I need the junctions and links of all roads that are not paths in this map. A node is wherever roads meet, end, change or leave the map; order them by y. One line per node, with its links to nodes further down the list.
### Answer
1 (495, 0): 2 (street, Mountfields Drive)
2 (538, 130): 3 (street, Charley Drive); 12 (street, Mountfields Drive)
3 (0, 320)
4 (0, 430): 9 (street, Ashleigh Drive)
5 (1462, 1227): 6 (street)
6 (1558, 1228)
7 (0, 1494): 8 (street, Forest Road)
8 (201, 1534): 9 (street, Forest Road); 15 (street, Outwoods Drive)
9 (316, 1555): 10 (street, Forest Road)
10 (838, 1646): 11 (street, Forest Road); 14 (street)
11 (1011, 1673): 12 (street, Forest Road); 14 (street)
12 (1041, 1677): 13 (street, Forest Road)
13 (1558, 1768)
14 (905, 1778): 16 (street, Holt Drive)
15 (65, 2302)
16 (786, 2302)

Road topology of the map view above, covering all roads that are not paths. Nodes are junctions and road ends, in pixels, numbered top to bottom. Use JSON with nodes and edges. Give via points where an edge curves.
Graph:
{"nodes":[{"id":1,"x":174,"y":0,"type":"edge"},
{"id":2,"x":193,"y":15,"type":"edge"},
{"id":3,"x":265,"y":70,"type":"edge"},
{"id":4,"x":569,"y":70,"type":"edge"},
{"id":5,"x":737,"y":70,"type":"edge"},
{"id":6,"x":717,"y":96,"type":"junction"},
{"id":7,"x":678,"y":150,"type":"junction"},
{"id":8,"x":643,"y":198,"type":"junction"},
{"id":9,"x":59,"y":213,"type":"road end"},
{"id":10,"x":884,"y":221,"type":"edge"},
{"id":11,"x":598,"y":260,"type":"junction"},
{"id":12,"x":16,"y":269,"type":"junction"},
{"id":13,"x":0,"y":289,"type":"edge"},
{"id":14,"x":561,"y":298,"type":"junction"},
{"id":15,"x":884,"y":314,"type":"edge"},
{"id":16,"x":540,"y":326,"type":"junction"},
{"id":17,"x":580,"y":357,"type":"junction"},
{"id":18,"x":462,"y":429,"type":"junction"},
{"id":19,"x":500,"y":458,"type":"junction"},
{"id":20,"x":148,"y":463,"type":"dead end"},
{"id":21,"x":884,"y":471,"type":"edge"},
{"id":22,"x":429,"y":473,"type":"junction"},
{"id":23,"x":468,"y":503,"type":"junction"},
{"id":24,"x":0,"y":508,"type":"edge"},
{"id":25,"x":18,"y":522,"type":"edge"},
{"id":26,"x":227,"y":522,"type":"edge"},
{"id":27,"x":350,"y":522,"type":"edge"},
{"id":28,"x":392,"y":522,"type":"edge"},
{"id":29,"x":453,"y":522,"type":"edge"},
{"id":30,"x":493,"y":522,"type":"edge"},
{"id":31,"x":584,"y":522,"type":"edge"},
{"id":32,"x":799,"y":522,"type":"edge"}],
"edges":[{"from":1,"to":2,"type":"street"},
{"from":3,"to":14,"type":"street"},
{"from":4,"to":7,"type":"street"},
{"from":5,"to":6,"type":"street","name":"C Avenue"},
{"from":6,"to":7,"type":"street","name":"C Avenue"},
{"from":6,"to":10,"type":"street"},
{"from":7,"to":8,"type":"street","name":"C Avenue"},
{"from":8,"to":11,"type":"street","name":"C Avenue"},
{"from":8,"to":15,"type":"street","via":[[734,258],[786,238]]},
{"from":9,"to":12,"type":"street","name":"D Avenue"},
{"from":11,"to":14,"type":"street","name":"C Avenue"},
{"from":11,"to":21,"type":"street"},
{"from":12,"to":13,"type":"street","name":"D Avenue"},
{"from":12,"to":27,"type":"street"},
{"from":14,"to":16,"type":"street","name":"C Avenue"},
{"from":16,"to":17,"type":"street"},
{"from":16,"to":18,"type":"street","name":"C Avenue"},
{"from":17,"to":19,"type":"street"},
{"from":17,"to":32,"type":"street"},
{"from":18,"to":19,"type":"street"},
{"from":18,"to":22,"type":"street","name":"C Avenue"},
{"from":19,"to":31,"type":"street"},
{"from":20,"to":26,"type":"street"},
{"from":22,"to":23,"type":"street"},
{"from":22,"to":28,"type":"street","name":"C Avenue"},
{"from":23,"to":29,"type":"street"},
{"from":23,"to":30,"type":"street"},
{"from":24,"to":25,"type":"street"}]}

- PROBLEM TO SOLVE
Take every line from the data above that holds "edges" and copy it out.

- COMPLETED TASK
Road topology of the map view above, covering all roads that are not paths. Nodes are junctions and road ends, in pixels, numbered top to bottom. Use JSON with nodes and edges. Give via points where an edge curves.
"edges":[{"from":1,"to":2,"type":"street"},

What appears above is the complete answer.